À l’actif, ce sont les placements qui représentent le plus grand poste car l’assureur place les primes qu’il reçoit en instruments financiers, dans l’attente du paiement des sinistres.

Les assureurs sont parmi les plus gros investisseurs dans les marchés, mais en revanche ils ne peuvent pas placer n’importe comment, la réglementation fixe des règles pour limiter la prise de risque. C’est en effet grâce à ces placements et aux fruits qu’ils vont apporter que l’assureur pourra honorer les sinistres de demain.

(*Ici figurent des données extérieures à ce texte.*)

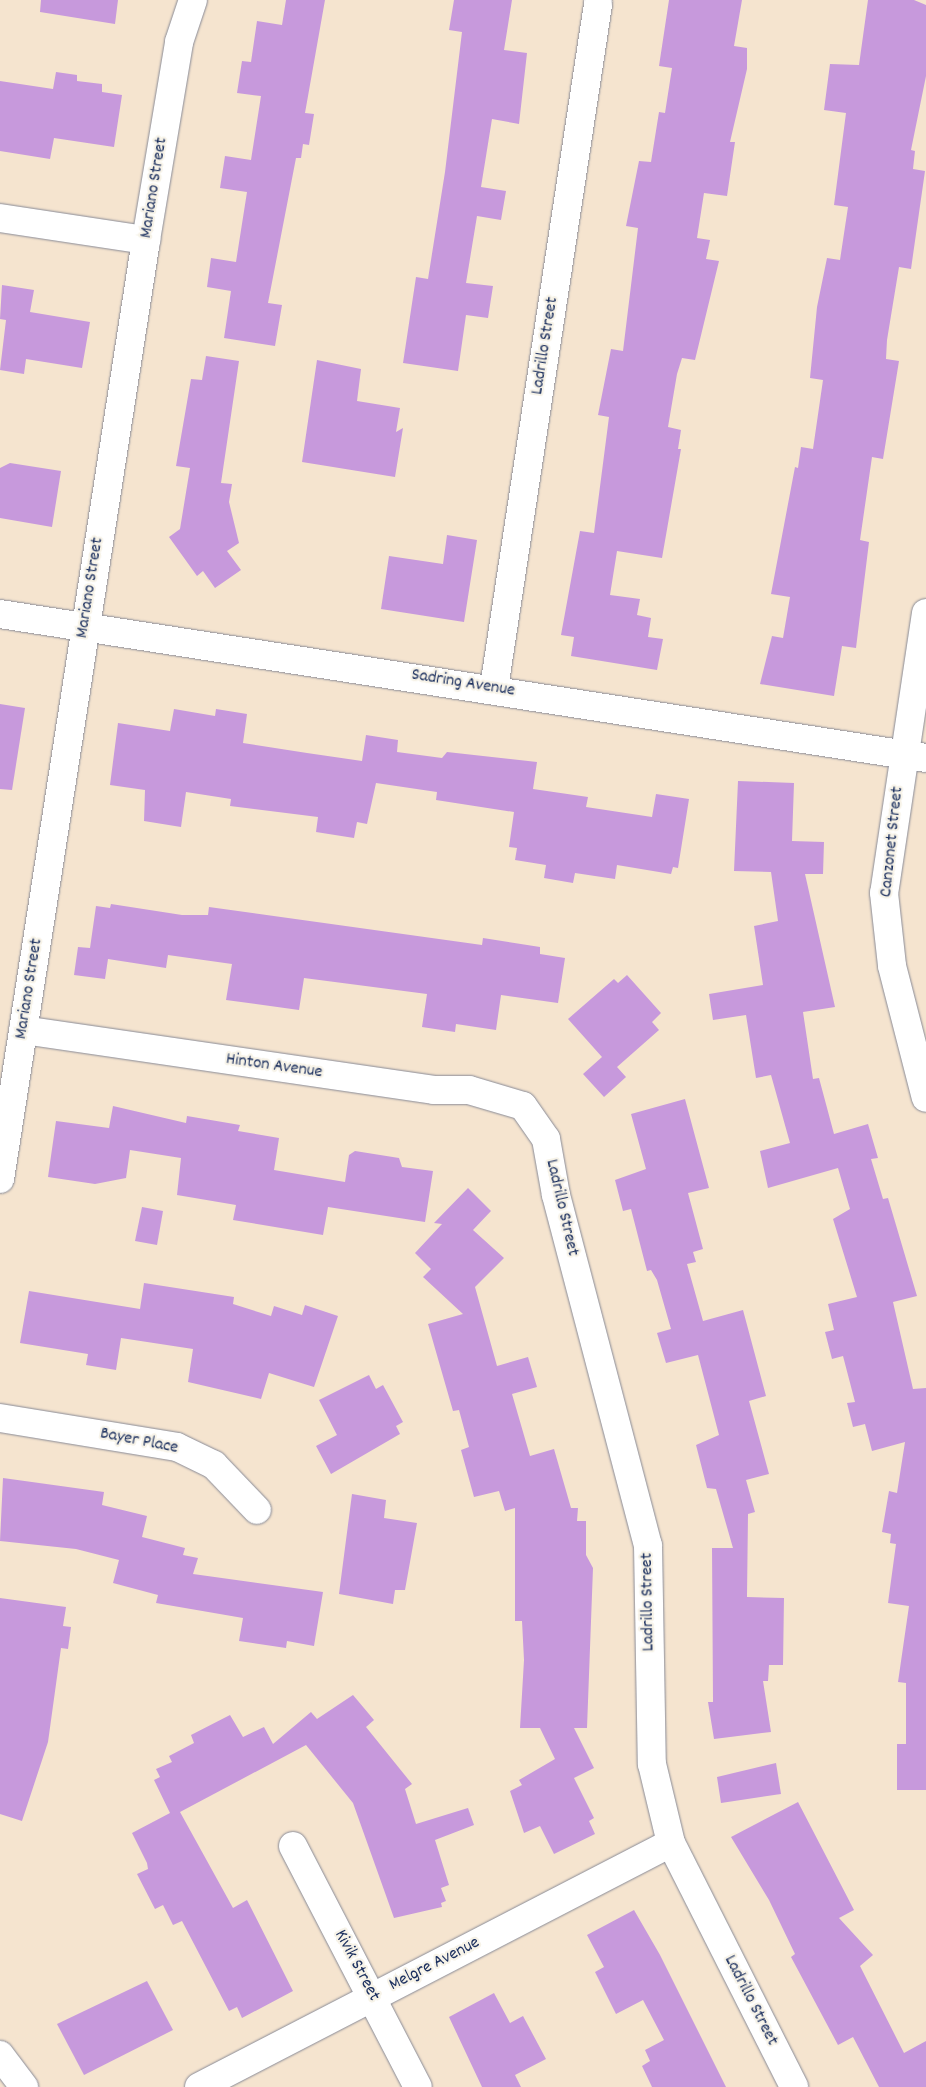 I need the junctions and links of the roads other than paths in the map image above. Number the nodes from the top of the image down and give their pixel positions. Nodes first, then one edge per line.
1 (192, 0) edge
2 (598, 4) dead end
3 (0, 218) edge
4 (146, 240) junction
5 (926, 612) edge
6 (0, 614) edge
7 (85, 628) junction
8 (494, 688) junction
9 (915, 756) edge
10 (23, 1030) junction
11 (926, 1098) edge
12 (523, 1106) joint
13 (0, 1179) edge
14 (0, 1418) edge
15 (257, 1510) dead end
16 (671, 1843) junction
17 (293, 1846) dead end
18 (372, 1996) junction
19 (0, 2055) edge
20 (24, 2087) edge
21 (199, 2087) edge
22 (418, 2087) edge
23 (794, 2087) edge

1 - 4 street, Mariano Street
2 - 8 street, Ladrillo Street
3 - 4 street
4 - 7 street, Mariano Street
5 - 9 street, Canzonet Street
6 - 7 street, Sadring Avenue
7 - 8 street, Sadring Avenue
7 - 10 street, Mariano Street
8 - 9 street, Sadring Avenue
9 - 11 street, Canzonet Street
10 - 12 street, Hinton Avenue
10 - 13 street, Mariano Street
12 - 16 street, Ladrillo Street
14 - 15 street, Bayer Place
16 - 18 street, Melgre Avenue
16 - 23 street, Ladrillo Street
17 - 18 street, Kivik Street
18 - 21 street, Melgre Avenue
18 - 22 street, Kivik Street
19 - 20 street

Bilan d’une société non vie schématisé
Bilan d’une société non-vie schématisé

La problématique de solvabilité

Chaque assureur est contrôlé par les autorités, l’Autorité de contrôle prudentiel et de résolution, en France, pour qu’il soit bien en capacité de tenir ses engagements demain, lorsque les sinistres vont avoir lieu. Les assureurs doivent respecter ce qui est convenu d'appeler "une marge de solvabilité" selon des modalités définies par décret. C’est ce qu’on appelle l’exigence de solvabilité. Elle implique pour un assureur de placer les primes de façon prudente, de bien mesurer les provisions et d’être suffisamment bien capitalisé car au final, ce sont les fonds propres de l’assureur qui seront mobilisés pour essuyer les pertes si les primes payées par les assurés et placées dans les marchés sont insuffisantes pour faire face aux sinistres.

Différence actif - passif
Différence actif - passif

Aujourd’hui, les règles de solvabilité qui s’imposent aux assureurs sont définies au niveau européen et portent sur l’aspect financier, le bilan de l’assureur, mais aussi la façon dont il est gouverné et la façon dont il s’autocontrôle, et enfin sur la diffusion d’informations concernant son état de santé.